The line ∇threader(∇𝒜𝒸𝓉!, storage_type(𝛥w, 𝛥k, w, k), tuple(𝛥w, 𝛥k, 𝛥ℛ, ℛ, w, k), tuple(), tuple(𝒶𝓍m, 𝒶𝓍j, 𝒶𝓍μ), 20165) is telling the CPU threader that it cannot multi-thread the gradient: There is no index which appears on all the gradient arrays, thus no safe way to divide the work. Hence the warning it prints.

But the line 𝒜𝒸𝒸 = cu_kern!(...; ndrange = tuple(length(𝒶𝓍m)), dependencies = Event(CUDADevice())) looks like it is still threading over m on the GPU, and writing 𝛥k[j, μ] += ... is then not safe. Which could produce this.

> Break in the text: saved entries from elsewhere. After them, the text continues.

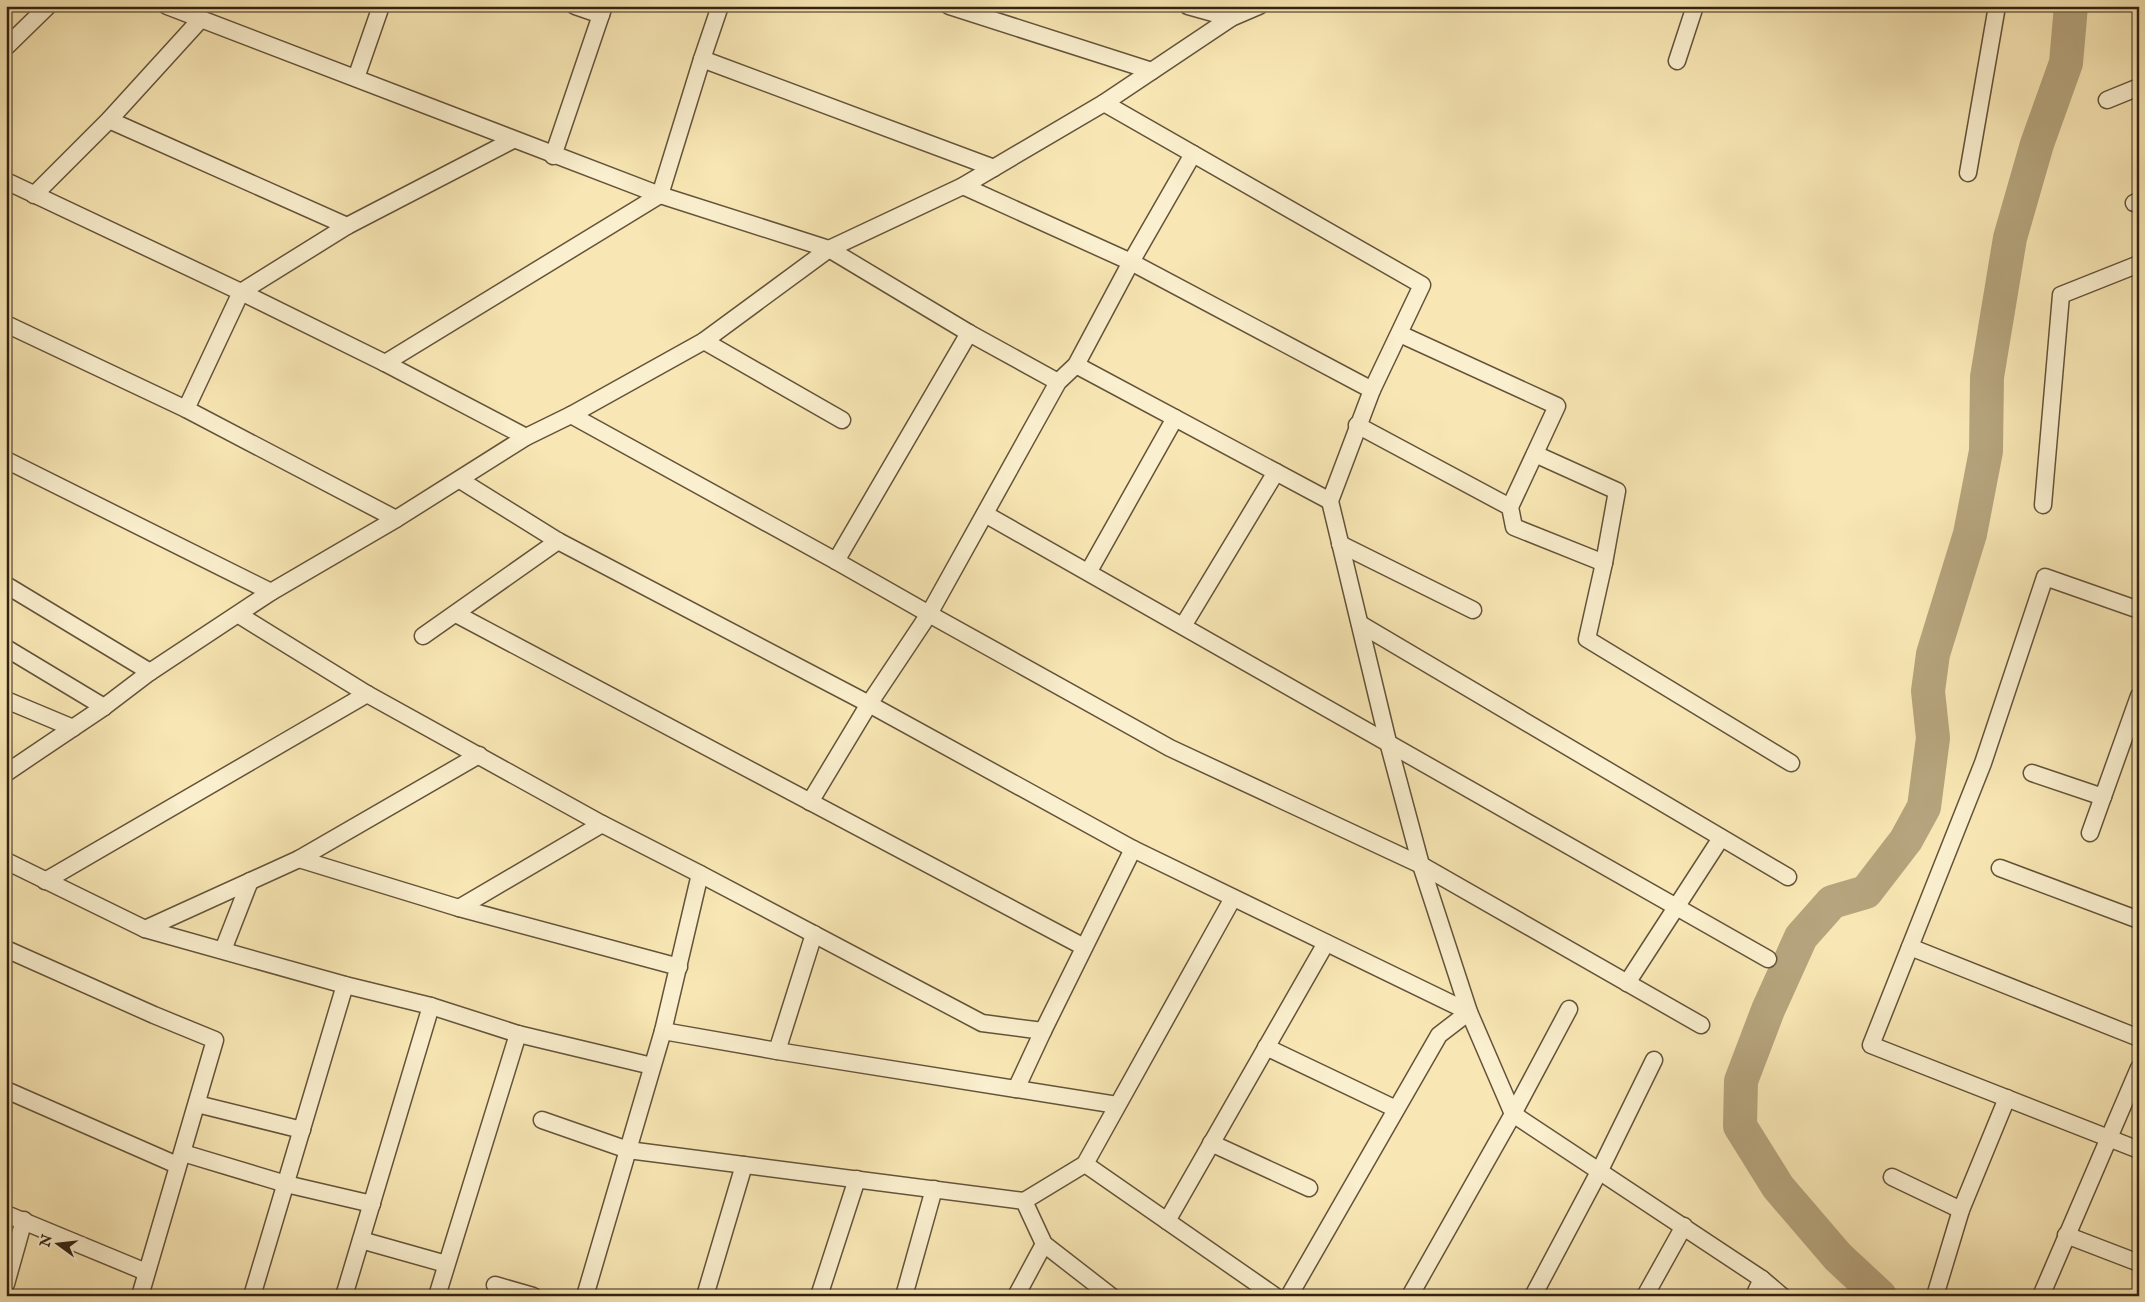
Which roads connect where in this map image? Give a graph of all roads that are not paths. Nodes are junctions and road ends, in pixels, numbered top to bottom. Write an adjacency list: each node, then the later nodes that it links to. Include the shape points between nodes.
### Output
1 (48, 6): 14 (street)
2 (167, 6): 13 (street)
3 (381, 6): 18 (street)
4 (575, 6): 11 (street)
5 (720, 6): 15 (street)
6 (950, 6): 17 (street)
7 (1259, 6): 12 (street)
8 (1695, 6): 16 (street)
9 (1997, 6): 27 (street)
10 (1199, 8): 12 (street)
11 (602, 11): 25 (street)
12 (1231, 18): 17 (street)
13 (201, 19): 18 (street); 22 (street)
14 (6, 47)
15 (702, 59): 26 (street); 31 (street)
16 (1677, 61)
17 (1152, 71): 21 (street)
18 (356, 78): 23 (street)
19 (2139, 87): 20 (street)
20 (2107, 100)
21 (1104, 103): 24 (street); 26 (street)
22 (109, 120): 30 (street); 32 (street)
23 (513, 140): 25 (street); 32 (street)
24 (1193, 154): 34 (street); 41 (street, via 1422,285)
25 (553, 156): 31 (street)
26 (994, 168): 29 (street)
27 (1968, 172)
28 (6, 181): 30 (street)
29 (963, 186): 33 (street); 34 (street)
30 (34, 195): 38 (street)
31 (660, 196): 33 (street); 43 (street)
32 (347, 226): 38 (street)
33 (829, 250): 40 (street); 42 (street)
34 (1131, 262): 44 (street); 46 (street)
35 (2139, 264): 36 (street)
36 (2121, 271): 37 (street); 58 (street, via 2060,295)
37 (2139, 278)
38 (241, 292): 43 (street); 47 (street)
39 (6, 324): 47 (street)
40 (968, 333): 45 (street); 64 (street)
41 (1400, 334): 46 (street); 53 (street, via 1557,406)
42 (704, 341): 48 (street); 50 (street)
43 (385, 363): 52 (street)
44 (1076, 365): 45 (street); 49 (street)
45 (1058, 382): 60 (street)
46 (1372, 390): 51 (street)
47 (186, 409): 61 (street)
48 (571, 415): 52 (street); 64 (street)
49 (1175, 418): 55 (street); 66 (street)
50 (842, 420)
51 (1357, 425): 57 (street); 59 (street)
52 (526, 436): 56 (street)
53 (1535, 454): 59 (street); 65 (street, via 1617,491)
54 (6, 460): 68 (street)
55 (1276, 472): 57 (street); 75 (street)
56 (460, 480): 61 (street); 62 (street)
57 (1330, 501): 63 (street)
58 (2043, 505)
59 (1510, 507): 65 (street, via 1514,527)
60 (985, 514): 66 (street); 72 (street)
61 (396, 519): 68 (street)
62 (558, 541): 71 (street); 82 (street)
63 (1340, 544): 69 (street); 74 (street)
64 (836, 560): 72 (street)
65 (1604, 563): 87 (street, via 1587,639)
66 (1089, 572): 75 (street)
67 (6, 585): 78 (street)
68 (271, 592): 73 (street)
69 (1474, 610)
70 (2139, 610): 112 (street, via 2045,577 1983,763)
71 (456, 614): 76 (street); 91 (street)
72 (928, 614): 82 (street); 98 (street, via 1170,748)
73 (239, 615): 78 (street); 79 (street)
74 (1360, 624): 85 (street); 94 (street)
75 (1183, 626): 85 (street)
76 (423, 636)
77 (6, 648): 83 (street)
78 (150, 672): 83 (street)
79 (367, 694): 86 (street); 102 (street)
80 (2139, 696): 90 (street)
81 (6, 700): 84 (street)
82 (869, 704): 91 (street); 95 (street)
83 (104, 707): 84 (street)
84 (73, 728): 88 (street)
85 (1388, 742): 98 (street); 105 (street)
86 (479, 755): 92 (street); 96 (street)
87 (1791, 763)
88 (6, 773)
89 (2032, 773): 90 (street)
90 (2103, 798): 93 (street)
91 (810, 802): 111 (street)
92 (602, 824): 100 (street); 106 (street)
93 (2090, 833)
94 (1721, 838): 101 (street); 105 (street)
95 (1133, 849): 104 (street); 111 (street)
96 (298, 859): 103 (street); 106 (street)
97 (6, 861): 102 (street)
98 (1421, 865): 117 (street); 121 (street)
99 (2000, 868): 107 (street)
100 (700, 874): 109 (street); 116 (street)
101 (1788, 877)
102 (45, 881): 108 (street)
103 (250, 881): 108 (street); 114 (street)
104 (1234, 898): 110 (street); 136 (street)
105 (1676, 907): 115 (street); 117 (street)
106 (458, 908): 116 (street)
107 (2139, 920)
108 (144, 929): 114 (street)
109 (814, 934): 124 (street, via 982,1023); 128 (street)
110 (1326, 943): 121 (street); 127 (street)
111 (1084, 947): 124 (street)
112 (1910, 947): 126 (street); 134 (street, via 1872,1045)
113 (6, 949): 135 (street, via 215,1040)
114 (223, 950): 118 (street)
115 (1768, 959)
116 (679, 967): 123 (street)
117 (1627, 983): 122 (street)
118 (345, 985): 119 (street); 140 (street)
119 (431, 1006): 125 (street); 155 (street)
120 (1569, 1009): 138 (street)
121 (1468, 1012): 137 (street, via 1439,1035); 138 (street)
122 (1701, 1025)
123 (664, 1031): 128 (street); 130 (street)
124 (1043, 1031): 132 (street)
125 (518, 1034): 130 (street); 165 (street)
126 (2139, 1038)
127 (1266, 1047): 137 (street); 142 (street)
128 (777, 1051): 132 (street)
129 (1654, 1060): 148 (street)
130 (652, 1066): 143 (street)
131 (2139, 1068): 141 (street)
132 (1016, 1089): 136 (street)
133 (6, 1090): 145 (street)
134 (2007, 1098): 141 (street); 156 (street)
135 (197, 1104): 140 (street); 145 (street)
136 (1117, 1105): 146 (street)
137 (1396, 1109): 182 (street)
138 (1513, 1114): 148 (street); 183 (street)
139 (542, 1120): 143 (street)
140 (302, 1130): 151 (street)
141 (2109, 1138): 144 (street); 161 (street)
142 (1211, 1144): 152 (street); 159 (street)
143 (628, 1150): 147 (street); 175 (street)
144 (2139, 1150)
145 (180, 1159): 151 (street); 166 (street)
146 (1085, 1164): 154 (street); 159 (street)
147 (744, 1165): 150 (street); 176 (street)
148 (1600, 1170): 160 (street); 184 (street)
149 (1892, 1178): 156 (street)
150 (857, 1179): 153 (street); 177 (street)
151 (286, 1184): 155 (street); 171 (street)
152 (1309, 1188)
153 (934, 1189): 154 (street); 178 (street)
154 (1024, 1201): 163 (street)
155 (372, 1204): 162 (street)
156 (1961, 1210): 188 (street)
157 (6, 1214): 158 (street)
158 (24, 1220): 166 (street); 168 (street)
159 (1167, 1221): 181 (street)
160 (1684, 1226): 167 (street); 185 (street)
161 (2066, 1235): 164 (street); 189 (street)
162 (362, 1240): 165 (street); 172 (street)
163 (1044, 1244): 179 (street); 180 (street)
164 (2139, 1263)
165 (446, 1264): 173 (street)
166 (146, 1272): 170 (street)
167 (1762, 1279): 186 (street); 187 (street)
168 (6, 1284)
169 (495, 1285): 174 (street)
170 (140, 1296)
171 (252, 1296)
172 (344, 1296)
173 (437, 1296)
174 (534, 1296)
175 (585, 1296)
176 (705, 1296)
177 (819, 1296)
178 (904, 1296)
179 (1016, 1296)
180 (1111, 1296)
181 (1275, 1296)
182 (1289, 1296)
183 (1410, 1296)
184 (1533, 1296)
185 (1645, 1296)
186 (1754, 1296)
187 (1782, 1296)
188 (1935, 1296)
189 (2041, 1296)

Will see if I can figure out why it's doing that. Although, once that's fixed, GPU kernels with nothing to thread over also have problems, I think.

mcabbott avatar Dec 18 '20 19:12 mcabbott

Sorry I haven't got back to this. I decided that the way I was dividing loops into safe/unsafe was incorrect for the min/max gradients. But haven't re-organised them yet. (I might change the approach to those, which would change the constraints.)

mcabbott avatar Jan 23 '21 13:01 mcabbott

Is that affected by #86?

roflmaostc avatar Mar 16 '21 19:03 roflmaostc

No, I think it's an unrelated logic mistake, copying what made sense for + over to max.

mcabbott avatar Mar 16 '21 21:03 mcabbott